Lorsqu’une personne conteste un refus de l’AAH, après recours amiable infructueux, c’est le Pôle Social du Tribunal Judiciaire qui tranche. Ce jugement du 10 mars 2026 illustre parfaitement comment un juge peut donner raison à un demandeur, même quand l’expert médical se montre pessimiste.


I. Le critère du « Taux d’incapacité » (le seuil des 50 %)

L’équipe pluridisciplinaire de la MDPH fixe plusieurs tranches de taux: 

  • En dessous de 50 % : on considère que le handicap est « léger » et n’ouvre pas droit à l’AAH.
  • Entre 50 % et 79 % : c’est un taux intermédiaire. L’AAH peut être accordée, mais seulement si le handicap empêche de travailler plus d’un mi-temps (c’est le cas de Mme [Y] la personne dans le dossier).
  • 80 % et plus : le handicap est sévère.

Dans ce dossier, le médecin expert estimait que le taux de Mme [Y] était en dessous de 50 %. Mais le tribunal a apprécié les comptes-rendu d’examens médicaux (échographies montrant des inflammations) et sa vie quotidienne (elle a besoin de ses filles pour s’habiller). Le juge a donc décidé que son taux était bien compris entre 50 % et 79 %.
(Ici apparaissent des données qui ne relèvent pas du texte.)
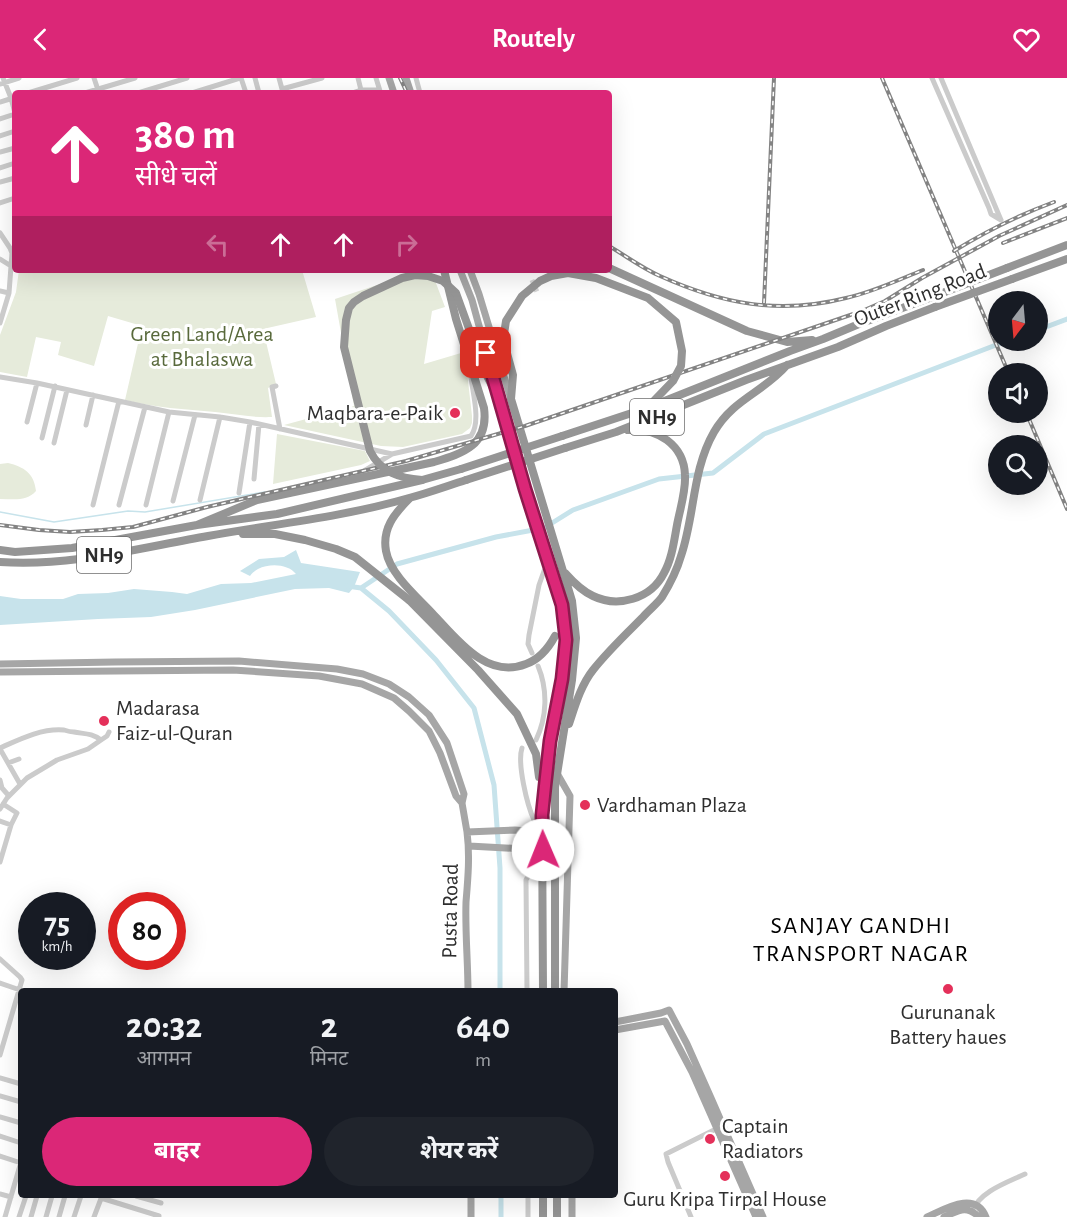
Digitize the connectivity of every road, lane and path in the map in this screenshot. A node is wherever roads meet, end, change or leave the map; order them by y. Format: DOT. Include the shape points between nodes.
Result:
graph roads {
  1 [pos="19,78"];
  2 [pos="77,78"];
  3 [pos="135,78"];
  4 [pos="187,78"];
  5 [pos="241,78"];
  6 [pos="279,78"];
  7 [pos="322,78"];
  8 [pos="358,78"];
  9 [pos="389,78"];
  10 [pos="932,78"];
  11 [pos="941,78"];
  12 [pos="3,81"];
  13 [pos="38,90"];
  14 [pos="101,90"];
  15 [pos="157,90"];
  16 [pos="202,90"];
  17 [pos="288,90"];
  18 [pos="361,90"];
  19 [pos="393,90"];
  20 [pos="12,96"];
  21 [pos="0,233"];
  22 [pos="1067,245"];
  23 [pos="1067,259"];
  24 [pos="0,260"];
  25 [pos="11,266"];
  26 [pos="612,269"];
  27 [pos="441,273"];
  28 [pos="445,273"];
  29 [pos="461,273"];
  30 [pos="471,273"];
  31 [pos="447,284"];
  32 [pos="0,291"];
  33 [pos="9,293"];
  34 [pos="0,323"];
  35 [pos="823,339"];
  36 [pos="469,357"];
  37 [pos="787,365"];
  38 [pos="0,377"];
  39 [pos="37,383"];
  40 [pos="276,386"];
  41 [pos="55,387"];
  42 [pos="67,390"];
  43 [pos="93,395"];
  44 [pos="511,399"];
  45 [pos="119,401"];
  46 [pos="500,402"];
  47 [pos="145,407"];
  48 [pos="647,408"];
  49 [pos="169,412"];
  50 [pos="195,415"];
  51 [pos="220,417"];
  52 [pos="27,422"];
  53 [pos="250,422"];
  54 [pos="259,424"];
  55 [pos="86,425"];
  56 [pos="280,429"];
  57 [pos="616,432"];
  58 [pos="42,438"];
  59 [pos="54,443"];
  60 [pos="392,454"];
  61 [pos="254,479"];
  62 [pos="422,480"];
  63 [pos="347,481"];
  64 [pos="239,493"];
  65 [pos="409,499"];
  66 [pos="200,500"];
  67 [pos="173,501"];
  68 [pos="93,505"];
  69 [pos="119,505"];
  70 [pos="146,506"];
  71 [pos="196,525"];
  72 [pos="207,536"];
  73 [pos="0,550"];
  74 [pos="548,560"];
  75 [pos="0,562"];
  76 [pos="562,570"];
  77 [pos="563,612"];
  78 [pos="532,653"];
  79 [pos="0,664"];
  80 [pos="538,666"];
  81 [pos="0,672"];
  82 [pos="108,732"];
  83 [pos="101,740"];
  84 [pos="536,740"];
  85 [pos="562,744"];
  86 [pos="0,748"];
  87 [pos="522,748"];
  88 [pos="19,759"];
  89 [pos="8,764"];
  90 [pos="558,775"];
  91 [pos="0,780"];
  92 [pos="20,784"];
  93 [pos="9,796"];
  94 [pos="462,803"];
  95 [pos="543,805"];
  96 [pos="1,807"];
  97 [pos="0,821"];
  98 [pos="11,825"];
  99 [pos="467,832"];
  100 [pos="542,832"];
  101 [pos="469,846"];
  102 [pos="543,850"];
  103 [pos="0,862"];
  104 [pos="0,959"];
  105 [pos="0,983"];
  106 [pos="20,988"];
  107 [pos="468,988"];
  108 [pos="527,988"];
  109 [pos="543,988"];
  110 [pos="555,988"];
  111 [pos="564,988"];
  112 [pos="18,989"];
  113 [pos="18,996"];
  114 [pos="669,1019"];
  115 [pos="618,1021"];
  116 [pos="618,1029"];
  117 [pos="0,1055"];
  118 [pos="0,1078"];
  119 [pos="18,1083"];
  120 [pos="0,1096"];
  121 [pos="18,1101"];
  122 [pos="0,1117"];
  123 [pos="18,1122"];
  124 [pos="720,1127"];
  125 [pos="0,1136"];
  126 [pos="18,1142"];
  127 [pos="0,1156"];
  128 [pos="18,1162"];
  129 [pos="18,1173"];
  130 [pos="1025,1174"];
  131 [pos="0,1194"];
  132 [pos="11,1197"];
  133 [pos="25,1198"];
  134 [pos="36,1198"];
  135 [pos="51,1198"];
  136 [pos="64,1198"];
  137 [pos="80,1198"];
  138 [pos="101,1198"];
  139 [pos="104,1198"];
  140 [pos="143,1198"];
  141 [pos="471,1198"];
  142 [pos="528,1198"];
  143 [pos="543,1198"];
  144 [pos="557,1198"];
  145 [pos="572,1198"];
  146 [pos="160,1203"];
  147 [pos="974,1208"];
  148 [pos="159,1216"];
  149 [pos="5,1217"];
  150 [pos="19,1217"];
  151 [pos="31,1217"];
  152 [pos="46,1217"];
  153 [pos="59,1217"];
  154 [pos="74,1217"];
  155 [pos="94,1217"];
  156 [pos="471,1217"];
  157 [pos="528,1217"];
  158 [pos="543,1217"];
  159 [pos="557,1217"];
  160 [pos="572,1217"];
  161 [pos="691,1217"];
  162 [pos="756,1217"];
  163 [pos="763,1217"];
  164 [pos="927,1217"];
  165 [pos="944,1217"];
  166 [pos="979,1217"];
  167 [pos="986,1217"];
  1 -- 12 [label="street"];
  2 -- 13 [label="street"];
  3 -- 14 [label="street"];
  4 -- 15 [label="street"];
  5 -- 16 [label="street"];
  6 -- 17 [label="street" via="282,89"];
  7 -- 17 [label="street"];
  8 -- 18 [label="street"];
  9 -- 19 [label="main road"];
  10 -- 11 [label="street" via="992,214 1001,220"];
  12 -- 20 [label="street"];
  21 -- 25 [label="street" via="11,250"];
  22 -- 35 [label="highway, Outer Ring Road, bridge"];
  23 -- 37 [label="highway, Outer Ring Road / NH9, bridge"];
  24 -- 25 [label="street"];
  25 -- 33 [label="street"];
  26 -- 35 [label="highway" via="747,331 787,342"];
  27 -- 31 [label="street"];
  28 -- 31 [label="highway"];
  29 -- 46 [label="main road"];
  30 -- 44 [label="main road"];
  31 -- 36 [label="highway"];
  32 -- 33 [label="street"];
  33 -- 34 [label="street"];
  35 -- 48 [label="highway, Outer Ring Road"];
  36 -- 60 [label="street" via="476,420 471,436"];
  36 -- 63 [label="highway" via="485,414 482,431 473,445 458,455 434,462"];
  37 -- 57 [label="highway, NH9"];
  37 -- 85 [label="highway" via="778,376 735,405 714,432 700,466 682,555 670,583 660,600 592,671"];
  38 -- 39 [label="street"];
  39 -- 41 [label="street"];
  39 -- 52 [label="street"];
  40 -- 56 [label="street" via="272,387"];
  41 -- 42 [label="street"];
  41 -- 58 [label="street"];
  42 -- 43 [label="street"];
  42 -- 59 [label="street"];
  43 -- 45 [label="street"];
  43 -- 55 [label="street"];
  44 -- 48 [label="highway, bridge" via="513,375 505,346 506,321 522,296 540,281 568,273 596,278 648,298 675,322 682,351 681,366 673,381"];
  44 -- 76 [label="highway"];
  45 -- 47 [label="street"];
  45 -- 68 [label="street"];
  46 -- 62 [label="highway, bridge" via="456,293 443,281 415,275 402,278 354,302 346,320 344,347 370,451 389,472"];
  46 -- 74 [label="highway"];
  47 -- 49 [label="street"];
  47 -- 69 [label="street"];
  48 -- 62 [label="highway, NH9, bridge"];
  49 -- 50 [label="street"];
  49 -- 70 [label="street"];
  50 -- 51 [label="street"];
  50 -- 67 [label="street"];
  51 -- 53 [label="street"];
  51 -- 66 [label="street"];
  53 -- 54 [label="street"];
  53 -- 64 [label="street"];
  54 -- 56 [label="street"];
  54 -- 61 [label="street"];
  56 -- 60 [label="street"];
  57 -- 65 [label="highway, NH9, bridge"];
  57 -- 76 [label="highway" via="649,431 666,439 678,451 685,468 669,562 653,588 634,599 615,601 583,591"];
  60 -- 63 [label="street"];
  62 -- 71 [label="highway" via="277,514"];
  63 -- 71 [label="highway" via="257,500"];
  65 -- 72 [label="highway"];
  65 -- 77 [label="highway, bridge" via="389,524 387,558 412,593 466,648 484,661 508,668 531,662 549,647"];
  71 -- 73 [label="highway, NH9" via="72,548"];
  72 -- 75 [label="highway, NH9" via="74,561"];
  72 -- 95 [label="highway, bridge" via="275,534 336,549 355,557 409,600 518,714 536,754"];
  74 -- 77 [label="highway"];
  74 -- 78 [label="street" via="529,635"];
  76 -- 85 [label="highway" via="572,601 576,638"];
  77 -- 95 [label="highway" via="566,640 562,679"];
  79 -- 94 [label="main road, Pusta Road" via="239,661 337,669 363,675 389,684 429,715 447,743 464,794"];
  80 -- 84 [label="street" via="545,699"];
  81 -- 94 [label="main road" via="233,670 319,676 362,684 394,698 429,731"];
  82 -- 83 [label="street"];
  83 -- 86 [label="street" via="84,733 48,731"];
  83 -- 92 [label="street" via="57,760"];
  85 -- 90 [label="highway"];
  86 -- 89 [label="street"];
  87 -- 100 [label="street" via="526,797"];
  88 -- 89 [label="street"];
  89 -- 92 [label="street"];
  90 -- 110 [label="highway"];
  90 -- 111 [label="main road" via="570,796"];
  91 -- 93 [label="street"];
  92 -- 93 [label="street"];
  93 -- 96 [label="street"];
  94 -- 99 [label="main road, Pusta Road"];
  95 -- 100 [label="highway"];
  96 -- 98 [label="street" via="17,813"];
  97 -- 98 [label="street"];
  98 -- 103 [label="street"];
  99 -- 100 [label="main road"];
  99 -- 101 [label="main road, Pusta Road"];
  100 -- 102 [label="highway"];
  101 -- 102 [label="main road"];
  101 -- 107 [label="main road, Pusta Road"];
  102 -- 108 [label="street" via="526,880"];
  102 -- 109 [label="highway"];
  104 -- 106 [label="street" via="22,981"];
  105 -- 112 [label="street"];
  113 -- 117 [label="street"];
  114 -- 115 [label="main road" via="665,1012"];
  114 -- 116 [label="main road"];
  114 -- 124 [label="main road"];
  118 -- 119 [label="street"];
  120 -- 121 [label="street"];
  122 -- 123 [label="street"];
  124 -- 161 [label="street" via="666,1154"];
  124 -- 162 [label="main road"];
  124 -- 163 [label="main road"];
  125 -- 126 [label="street"];
  127 -- 128 [label="street"];
  129 -- 132 [label="street"];
  130 -- 147 [label="street" via="990,1192"];
  131 -- 132 [label="street"];
  132 -- 149 [label="street"];
  133 -- 150 [label="street"];
  134 -- 151 [label="street"];
  135 -- 152 [label="street"];
  136 -- 153 [label="street"];
  137 -- 154 [label="street"];
  138 -- 155 [label="street"];
  139 -- 148 [label="street"];
  140 -- 146 [label="street"];
  141 -- 156 [label="main road"];
  142 -- 157 [label="street"];
  143 -- 158 [label="highway"];
  144 -- 159 [label="highway"];
  145 -- 160 [label="main road"];
  147 -- 164 [label="main road" via="968,1202 960,1203"];
  147 -- 165 [label="main road"];
  147 -- 166 [label="main road"];
  147 -- 167 [label="main road" via="984,1210"];
}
II. La « RSDAE » : l’impossibilité de travailler

Une fois le taux de 50 % admis, le juge doit vérifier si la personne subit une Restriction Substantielle et Durable pour l’Accès à l’Emploi (RSDAE). C’est un nom complexe pour une question simple : Est-ce que son handicap, combiné à son parcours de vie, l’empêche de trouver un job ?

L’analyse du juge pour Mme [Y] :

  • Elle a 56 ans.
  • Elle n’a fait que des métiers physiques (ménage, hôtellerie).
  • À cause de sa maladie auto-immune, elle ne peut plus porter de charges ni rester debout.
  • N’ayant pas de diplôme pour travailler dans un bureau, elle se retrouve « bloquée » sur le marché du travail.

Le tribunal a estimé qu’on ne pouvait pas lui demander de se reconvertir miraculeusement à son âge. La restriction est donc substantielle (importante) et durable (elle va durer plus d’un an).


III. Pourquoi ce jugement est-il important ?

Ce jugement est important pour trois raisons :

  1. Le juge est le seul décideur : même si un expert médecin mandaté par la justice dit « non », le juge peut dire « oui » s’il estime que les preuves fournies par l’avocat sont plus réalistes.
  2. Une vision humaine du handicap : le tribunal ne regarde pas seulement la « maladie » (le diagnostic), mais le « handicap » (les conséquences de la maladie sur la vie réelle).

Le Tribunal a donc annulé le refus de la MDPH et accordé l’AAH pour une durée de 5 ans.